A quick survey of recent popular American film and television comedy reveals a trend in the portrayal of racists, racism, and the sorts of stereotypes historically associated with conservative, Eurocentric worldviews. Comedians such as Sarah Silverman, films such as Borat: Cultural Learnings of America for Make Benefit Glorious Nation of Kazakhstan, and television shows such as FOX’s Family Guy all casually reproduce the external markings of racist beliefs in the service of comedy with what is presumably an ironic tone. As New York Times critic A. O. Scott notes in discussing the work of Silverman, such texts are often assumed not to be truly racist by virtue of the fact that they so effortlessly engage in the offensive. Ironic racism, in this view, takes advantage of the notion that in a culture so concerned with political correctness, only creators “secure (in their) lack of racism would dare to make, or to laugh at, a racist joke” (E13). Thus, to present racist characters in the current comedy environment may, paradoxically, testify to the creator’s ultimate lack of prejudice.1

Although this understanding may suffice for the purposes of popular criticism, it neglects the question of how media texts are ultimately able to create messages that, while offensive on one level, can be deemed socially acceptable when considered in a larger context. It also fails to consider whether this trend makes a positive, progressive contribution to discussions of prejudice in America or works to annihilate the distinctions that make such debates possible. In this essay, we look to the show that perhaps best represents this phenomenon, Comedy Central’s South Park, in order to arrive at a better understanding of the ways in which the program’s overtly offensive ethnic humor operates within a broader discursive context. In doing so, we argue that the program’s integration of offensive humor into contemporaneous media discussions of ethnic prejudice works to show such prejudice as a systematic, social problem, not one that can be blamed on certain “bad” individuals.

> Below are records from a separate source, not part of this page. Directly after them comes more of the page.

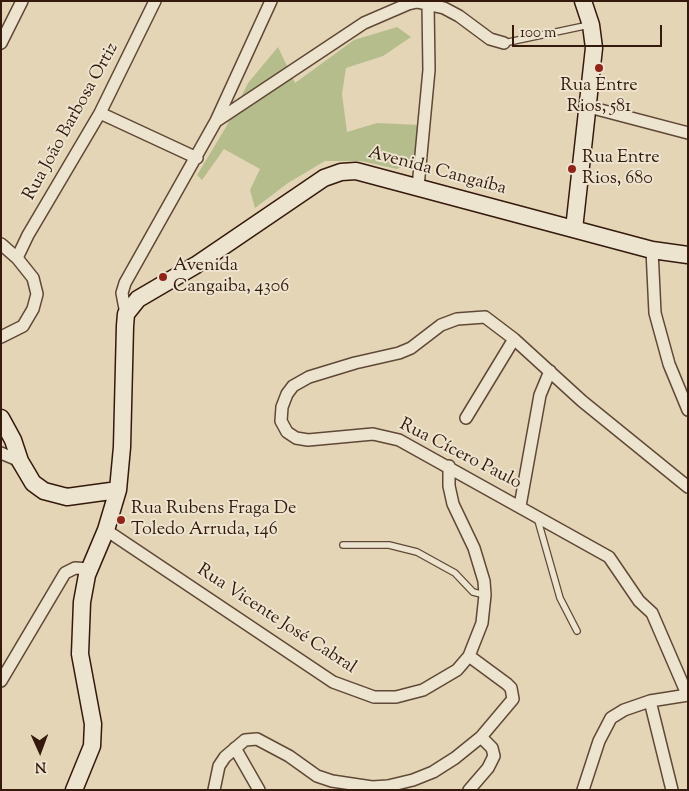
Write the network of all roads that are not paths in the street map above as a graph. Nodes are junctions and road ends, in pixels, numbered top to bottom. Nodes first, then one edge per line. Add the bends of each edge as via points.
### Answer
1 (22, 1) edge
2 (155, 1) edge
3 (271, 1) edge
4 (583, 1) edge
5 (420, 3) edge
6 (591, 25) junction
7 (1, 43) edge
8 (504, 43) joint
9 (589, 107) junction
10 (100, 113) junction
11 (216, 121) junction
12 (688, 133) edge
13 (197, 158) junction
14 (418, 186) junction
15 (574, 229) junction
16 (1, 244) edge
17 (652, 250) junction
18 (688, 256) edge
19 (17, 258) junction
20 (125, 282) junction
21 (138, 299) junction
22 (126, 314) junction
23 (1, 337) edge
24 (514, 339) junction
25 (550, 371) junction
26 (688, 410) edge
27 (1, 418) edge
28 (466, 418) dead end
29 (1, 453) edge
30 (20, 461) junction
31 (450, 466) junction
32 (688, 487) edge
33 (118, 490) junction
34 (520, 506) junction
35 (536, 515) junction
36 (106, 530) junction
37 (342, 545) dead end
38 (90, 569) junction
39 (485, 595) junction
40 (577, 631) dead end
41 (468, 656) junction
42 (1, 681) edge
43 (687, 695) edge
44 (650, 701) junction
45 (481, 737) junction
46 (235, 748) junction
47 (74, 790) edge
48 (214, 790) edge
49 (259, 790) edge
50 (469, 790) edge
51 (583, 790) edge
52 (672, 790) edge

1 - 7 street
2 - 10 street, Rua João Barbosa Ortiz
3 - 11 street
4 - 6 main road
5 - 8 street via 444,8 490,39
5 - 11 street via 408,4 364,23
5 - 14 street via 429,70
6 - 8 lane
6 - 9 main road via 594,48
9 - 12 street
9 - 15 main road
10 - 13 street
10 - 19 street, Rua João Barbosa Ortiz
11 - 13 street
13 - 20 street
14 - 15 main road, Avenida Cangaíba
14 - 21 main road, Avenida Cangaíba via 356,171 324,178 196,265
15 - 17 main road, Avenida Cangaíba
16 - 19 street
17 - 18 main road, Avenida Cangaíba
17 - 26 street via 655,313 669,364
19 - 23 street via 33,278 37,294 23,326
20 - 21 street
20 - 22 street via 122,293
21 - 22 main road, Avenida Cangaíba
22 - 33 main road
24 - 25 street, Rua Cícero Paulo
24 - 28 street
24 - 31 street, Rua Cícero Paulo via 484,317 458,319 441,325 405,350 309,377 287,394 281,421 287,432 296,438 386,436
25 - 32 street, Rua Cícero Paulo
25 - 34 street via 540,395
27 - 30 main road
29 - 30 street
30 - 33 main road via 33,483 52,495 67,497
31 - 34 street, Rua Cícero Paulo
31 - 39 street, Rua Vicente José Cabral via 449,486 453,504 480,564
33 - 36 main road
34 - 35 street, Rua Cícero Paulo
35 - 40 lane via 560,598
35 - 43 street, Rua Cícero Paulo via 598,550 617,566 639,601 652,613
36 - 38 main road
36 - 41 street, Rua Vicente José Cabral via 308,666 374,698 396,697 423,690 457,670
37 - 39 lane via 389,545 417,552 455,573 473,592
38 - 42 street via 74,568 65,573
38 - 47 main road via 79,633 93,724 92,746
39 - 41 street, Rua Vicente José Cabral via 482,623
41 - 45 street via 508,684 513,693 510,704
43 - 44 street
44 - 51 street via 611,718 599,741
44 - 52 street
45 - 46 street via 433,772 413,780 372,787 317,776 257,739 245,740
45 - 50 street via 492,748 494,756
46 - 48 street via 219,766
46 - 49 street

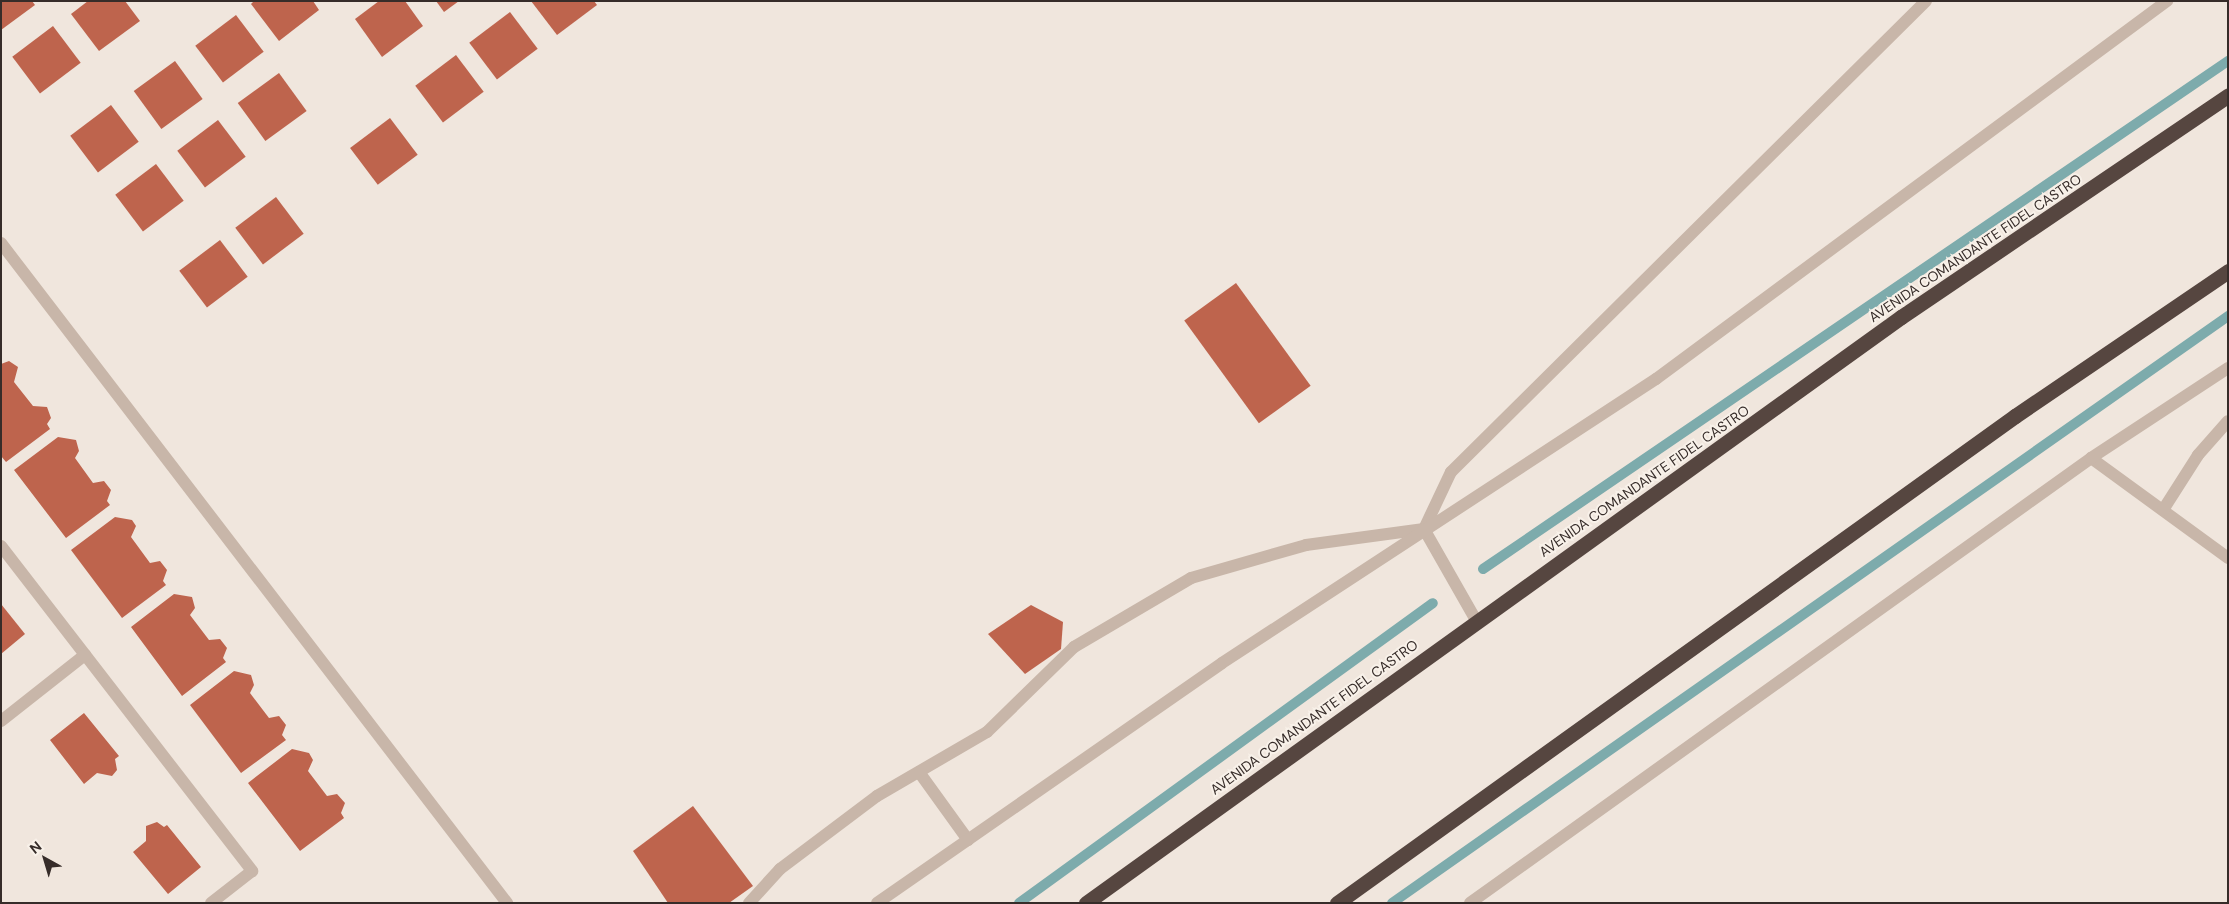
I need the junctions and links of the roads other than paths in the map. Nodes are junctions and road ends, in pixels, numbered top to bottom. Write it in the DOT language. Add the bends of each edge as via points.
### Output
graph roads {
  1 [pos="1926,1"];
  2 [pos="2167,1"];
  3 [pos="2228,96"];
  4 [pos="1,243"];
  5 [pos="2228,271"];
  6 [pos="2228,368"];
  7 [pos="2228,421"];
  8 [pos="2091,458"];
  9 [pos="2163,510"];
  10 [pos="1424,529"];
  11 [pos="1,546"];
  12 [pos="2228,558"];
  13 [pos="1476,620"];
  14 [pos="85,655"];
  15 [pos="1,721"];
  16 [pos="919,772"];
  17 [pos="968,840"];
  18 [pos="212,903"];
  19 [pos="507,903"];
  20 [pos="749,903"];
  21 [pos="877,903"];
  22 [pos="1086,903"];
  23 [pos="1337,903"];
  24 [pos="1470,903"];
  1 -- 10 [label="street" via="1451,472"];
  2 -- 10 [label="street" via="1656,379"];
  3 -- 13 [label="highway, AVENIDA COMANDANTE FIDEL CASTRO" via="1901,317"];
  4 -- 19 [label="street"];
  5 -- 23 [label="highway" via="2015,416"];
  6 -- 8 [label="street"];
  7 -- 9 [label="street" via="2198,455"];
  8 -- 9 [label="street"];
  8 -- 24 [label="street"];
  9 -- 12 [label="street"];
  10 -- 13 [label="street"];
  10 -- 16 [label="street" via="1306,545 1192,578 1074,646 987,732"];
  10 -- 17 [label="street" via="1222,663"];
  11 -- 14 [label="street"];
  13 -- 22 [label="highway, AVENIDA COMANDANTE FIDEL CASTRO"];
  14 -- 15 [label="street"];
  14 -- 18 [label="street" via="252,871"];
  16 -- 17 [label="street"];
  16 -- 20 [label="street" via="877,796 780,869"];
  17 -- 21 [label="street"];
}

Current scholarly accounts of the use of ethnic humor in adult-oriented cartoons in general, and South Park in particular, are insufficient because they often fail to account for the life that these programs have beyond their moment of broadcast. The offensive ethnic humor in South Park must be understood in a discursively integrated context, one that takes into account the material circumstances of the show’s production and its circulation within industrial and cultural discourses. By accounting for the way in which South Park has moved to a shorter production schedule that allows it to consistently engage with public discourses surrounding [End Page 5] current events, we demonstrate that the program’s offensive ethnic humor needs to be set against a broad context that has been previously unexamined. We contend that South Park must be understood as what Geoffrey Baym calls “discursively integrated media” set at the intersection of “news, politics, entertainment and marketing” (262). We argue that South Park is not constructed in a manner conducive to the sort of deep textual analysis to which great works of literature are so often profitably subjected. Instead of great depth, the show achieves its complexity through a wide and far-reaching web of connections to other media texts and, crucially, the larger discourses with which these other texts are engaged. It is this latter attribute that separates “discursively integrated media” from the merely intertextual. South Park not only asks the viewer to make connections to other media, but it also asks its audience to critically engage with the modes of discussion in which these secondary texts are participating.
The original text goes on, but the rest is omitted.